In Italia i giornalisti non finiscono in galera, di solito. Nessuno gli spara sotto casa come in altre parti del mondo. Però se il belpaese occupa la casella n. 57 nella classifica della libertà di stampa le ragioni ci sono, e a quelle note, come il conflitto di interessi, l’ occupazione del cda Rai e della commissione di garanzia da parte dei partiti, se ne sta aggiungendo un’altra ancora più micidiale. È la cosiddetta «querela temeraria», la pratica sempre più comune di querelare per diffamazione e chiedere risarcimenti stratosferici così da intimidire i giornalisti.

L’ultimo e più clamoroso caso, ma che arriva al termine di una lunghissima serie, è la querela sporta dall’Eni contro Milena Gabanelli e Report con richiesta di risarcimento per 25 milioni di euro. Uno scherzo. Articolo 21 ha raccolto in rete 120mila firme a sostegno della giornalista e le ha consegnate ai presidenti delle camere, accompagnandole con l’esortazione ha varare subito una legge contro la «querela temeraria». Una proposta in materia già c’è, presentata da Pino Pisicchio, deputato del Centro democratico.

«Nella legislatura scorsa – ha ricordato il portavoce di Art. 21 Beppe Giulietti nella conferenza stampa per la presentazione delle firme presso la Federazione nazionale della stampa a Roma – una legge nata sull’onda della condanna al carcere di Sallusti si è trasformata in corso d’opera nel contrario. Non posso non segnalare che, nel programma dei saggi, non c’è nulla sulla libertà di stampa.
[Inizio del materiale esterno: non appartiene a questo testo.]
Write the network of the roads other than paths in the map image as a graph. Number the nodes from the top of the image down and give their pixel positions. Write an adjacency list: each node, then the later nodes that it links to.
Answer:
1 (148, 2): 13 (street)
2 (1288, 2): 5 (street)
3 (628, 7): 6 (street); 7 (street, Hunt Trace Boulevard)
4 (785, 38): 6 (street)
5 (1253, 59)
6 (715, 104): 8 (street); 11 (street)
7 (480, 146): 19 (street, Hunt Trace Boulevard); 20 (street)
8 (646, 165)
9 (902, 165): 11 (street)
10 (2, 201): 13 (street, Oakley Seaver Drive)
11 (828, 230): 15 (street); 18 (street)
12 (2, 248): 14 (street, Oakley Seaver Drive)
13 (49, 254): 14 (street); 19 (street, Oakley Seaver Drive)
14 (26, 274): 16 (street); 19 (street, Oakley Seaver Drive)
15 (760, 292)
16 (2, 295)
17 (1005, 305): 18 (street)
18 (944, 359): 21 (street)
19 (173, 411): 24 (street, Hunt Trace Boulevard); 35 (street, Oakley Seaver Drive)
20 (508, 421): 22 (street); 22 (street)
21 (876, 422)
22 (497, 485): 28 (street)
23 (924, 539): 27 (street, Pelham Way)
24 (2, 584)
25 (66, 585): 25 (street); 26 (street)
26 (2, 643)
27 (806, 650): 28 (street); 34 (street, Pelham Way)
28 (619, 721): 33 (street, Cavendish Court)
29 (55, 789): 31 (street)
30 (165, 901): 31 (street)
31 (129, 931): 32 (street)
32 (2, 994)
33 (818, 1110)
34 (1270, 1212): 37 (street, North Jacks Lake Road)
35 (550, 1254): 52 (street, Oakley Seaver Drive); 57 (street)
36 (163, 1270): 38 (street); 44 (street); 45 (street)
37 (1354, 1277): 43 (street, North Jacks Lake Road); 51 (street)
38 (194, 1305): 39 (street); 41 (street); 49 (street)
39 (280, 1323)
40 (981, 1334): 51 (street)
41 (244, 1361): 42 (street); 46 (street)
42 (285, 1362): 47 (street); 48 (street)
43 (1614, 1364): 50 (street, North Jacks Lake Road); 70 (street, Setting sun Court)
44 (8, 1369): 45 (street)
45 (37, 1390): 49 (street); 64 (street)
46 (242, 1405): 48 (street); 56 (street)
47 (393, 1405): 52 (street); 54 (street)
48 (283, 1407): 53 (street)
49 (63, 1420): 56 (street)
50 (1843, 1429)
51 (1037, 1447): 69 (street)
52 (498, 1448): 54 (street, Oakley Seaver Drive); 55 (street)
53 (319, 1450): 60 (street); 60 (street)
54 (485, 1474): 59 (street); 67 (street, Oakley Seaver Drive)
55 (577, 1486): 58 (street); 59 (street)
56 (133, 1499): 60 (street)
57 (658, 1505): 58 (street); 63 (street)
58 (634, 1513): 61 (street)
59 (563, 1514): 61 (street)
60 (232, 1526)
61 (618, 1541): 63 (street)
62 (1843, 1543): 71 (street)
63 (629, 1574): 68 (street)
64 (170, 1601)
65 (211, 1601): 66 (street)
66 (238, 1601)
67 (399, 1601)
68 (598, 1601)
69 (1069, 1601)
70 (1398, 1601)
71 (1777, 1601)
C’è moltissimo sulle intercettazioni e sulla necessità di limitarle! Dovrebbe essere invece chiaro che noi non chiediamo al Parlamento di evitare ulteriori peggioramenti, ma di tornare indietro su quelli che sono già stati apportati».

Con un governo di cui Silvio Berlusconi è parte integrante e dominus non sarà facile.